A boat trip to one of those islands, Cheung Chau, provided an unexpectedly poignant moment. Standing by one of its cliffs, looking out over the South China Sea, this was the furthest that I had ever been from most of my friends or family, and I felt a curious sensation of freedom, stillness and loneliness all at once. After an hour of walking, I had found myself in the Cheung Chau Cemetery, a succession of vast, semi-circular tiers of stone, with hundreds of gravestones standing there like silently expectant fans in the terraces. Each gravestone bore a photograph of at least one person, and sometimes two in the cases where a couple’s ashes had been placed there together.
Looking at the pictures, I saw the faces of people for whom the withdrawn sands and alleys of Cheung Chau had been almost all of what they had known. This was where so many of them had been born, had loved, had lived long, and lost. It will remain one of the most beautiful places that I have ever been, and I felt oddly privileged as I walked slowly and quietly through its carefully-tended heights.
Several months later, back in England, I had a similarly affecting experience.
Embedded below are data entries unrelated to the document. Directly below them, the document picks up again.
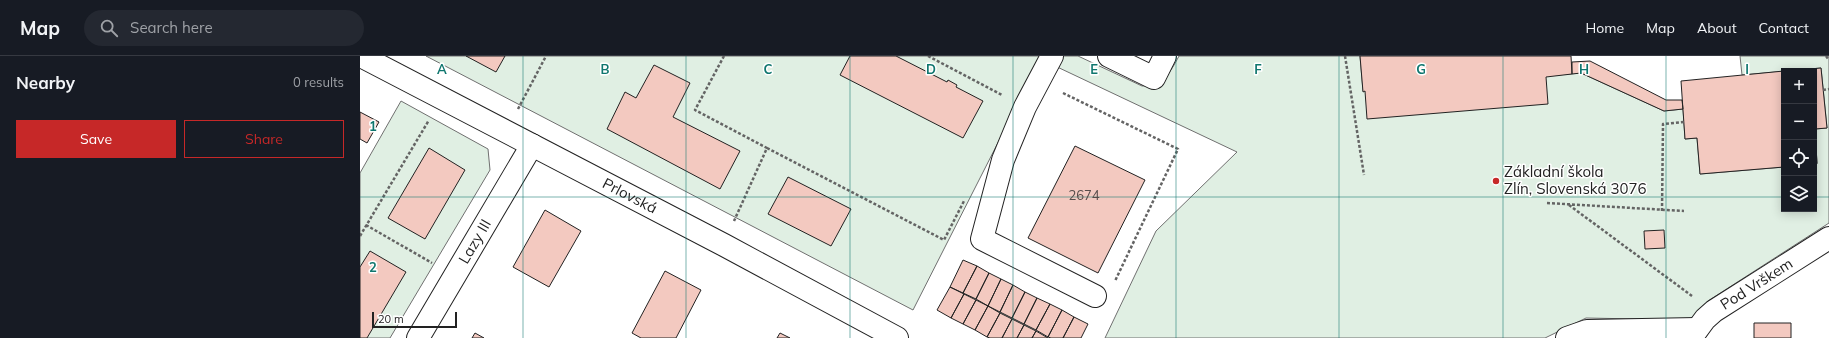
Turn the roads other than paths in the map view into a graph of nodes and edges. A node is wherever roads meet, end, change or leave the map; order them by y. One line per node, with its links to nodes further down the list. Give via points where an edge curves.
1 (361, 56): 5 (street, Prlovská)
2 (1052, 56): 7 (street, via 1038,81 1003,160 982,239)
3 (1108, 56): 4 (street, via 1154,78)
4 (1165, 56)
5 (532, 145): 9 (street, Lazy III); 10 (street, Prlovská)
6 (1829, 238): 8 (street, Pod Vrškem, via 1714,312)
7 (1095, 296)
8 (1694, 334): 11 (street, via 1588,331)
9 (418, 338)
10 (896, 338)
11 (1567, 338)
I was catching a train from Essex to Stratford, and shortly before I drew into East London I passed a graveyard, low to my right. As I looked over that field of marble, I finally realised why that afternoon in Cheung Chau had moved me so. It was that, whether we spend our lives travelling half the world or just a few intense miles from the warmth of home to work, this is all that I believe that we have: this life, this brief slice of light between two vast stretches of darkness. So few of us emerge from the void, and to the void we return. In between our arrival and our departure, if we are fortunate to have the slightest measure of opportunity, we must, I think, live with the fiercest urgency that we can.
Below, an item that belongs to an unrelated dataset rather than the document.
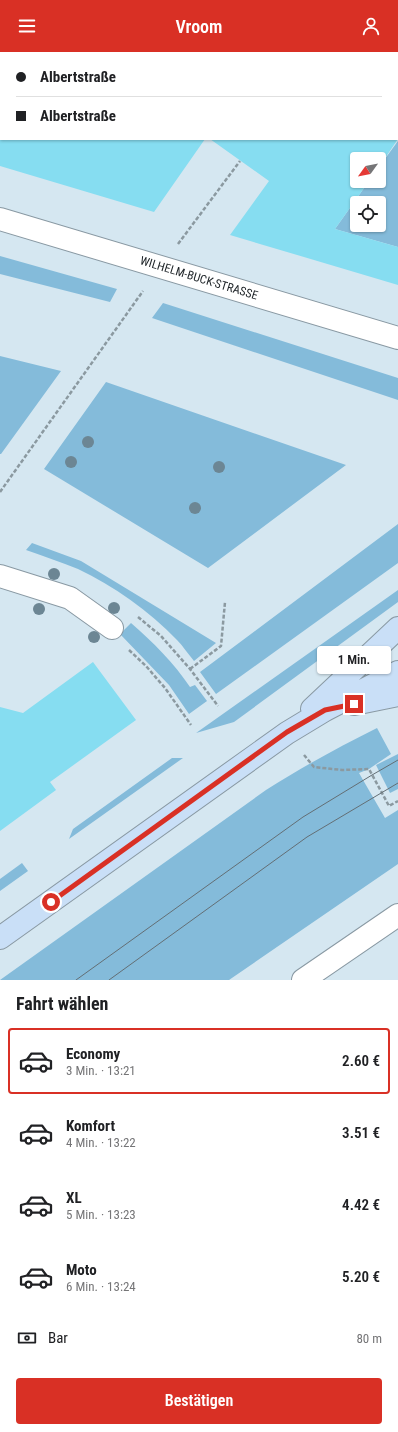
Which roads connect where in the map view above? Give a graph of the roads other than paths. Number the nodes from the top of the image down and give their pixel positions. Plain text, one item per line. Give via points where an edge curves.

Some might see this as a bleak vision of our place in the cosmos. At times, I admit that I find it overwhelming; typically, that’s when I remember those former classmates who passed away suddenly, shockingly, long before the void had any right to reclaim them. Ollie Broome, perhaps the best Number 10 I saw in schools football, whose long-range shooting was a thing of rare anger and elegance; Tom Fenwick, a journalist of the kindest pen and keenest attention to detail; Richard Eagle, the most humble and lethal of attacking midfielders, bearing down on the opponent’s area as stealthily as a fox after dusk.
It’s overwhelming, for a short time, to think of these three; it is a melancholy which, though I do not exactly welcome, I calmly accept. It’s my way of beginning to acknowledge just what was lost when they left us. I’m not a religious man, and so I don’t think I’ll see Ollie, Richard or Tom again, in any shape or form. But what I can do is try to live with that little bit more vitality, in some form of tribute to them.
I am not sure if the position that I have articulated amounts to atheism. If it indeed does, then this is my philosophy, not that it matters to anyone other than myself: to be as proactive as possible in making the best of myself and in helping others as best I can, in the belief that there is no karma, no grand settling of accounts where those who wronged others are finally brought to justice by an unfathomably great higher power. As I see it, there is just us: and, both frightening and exciting as that may be, that must for me be enough.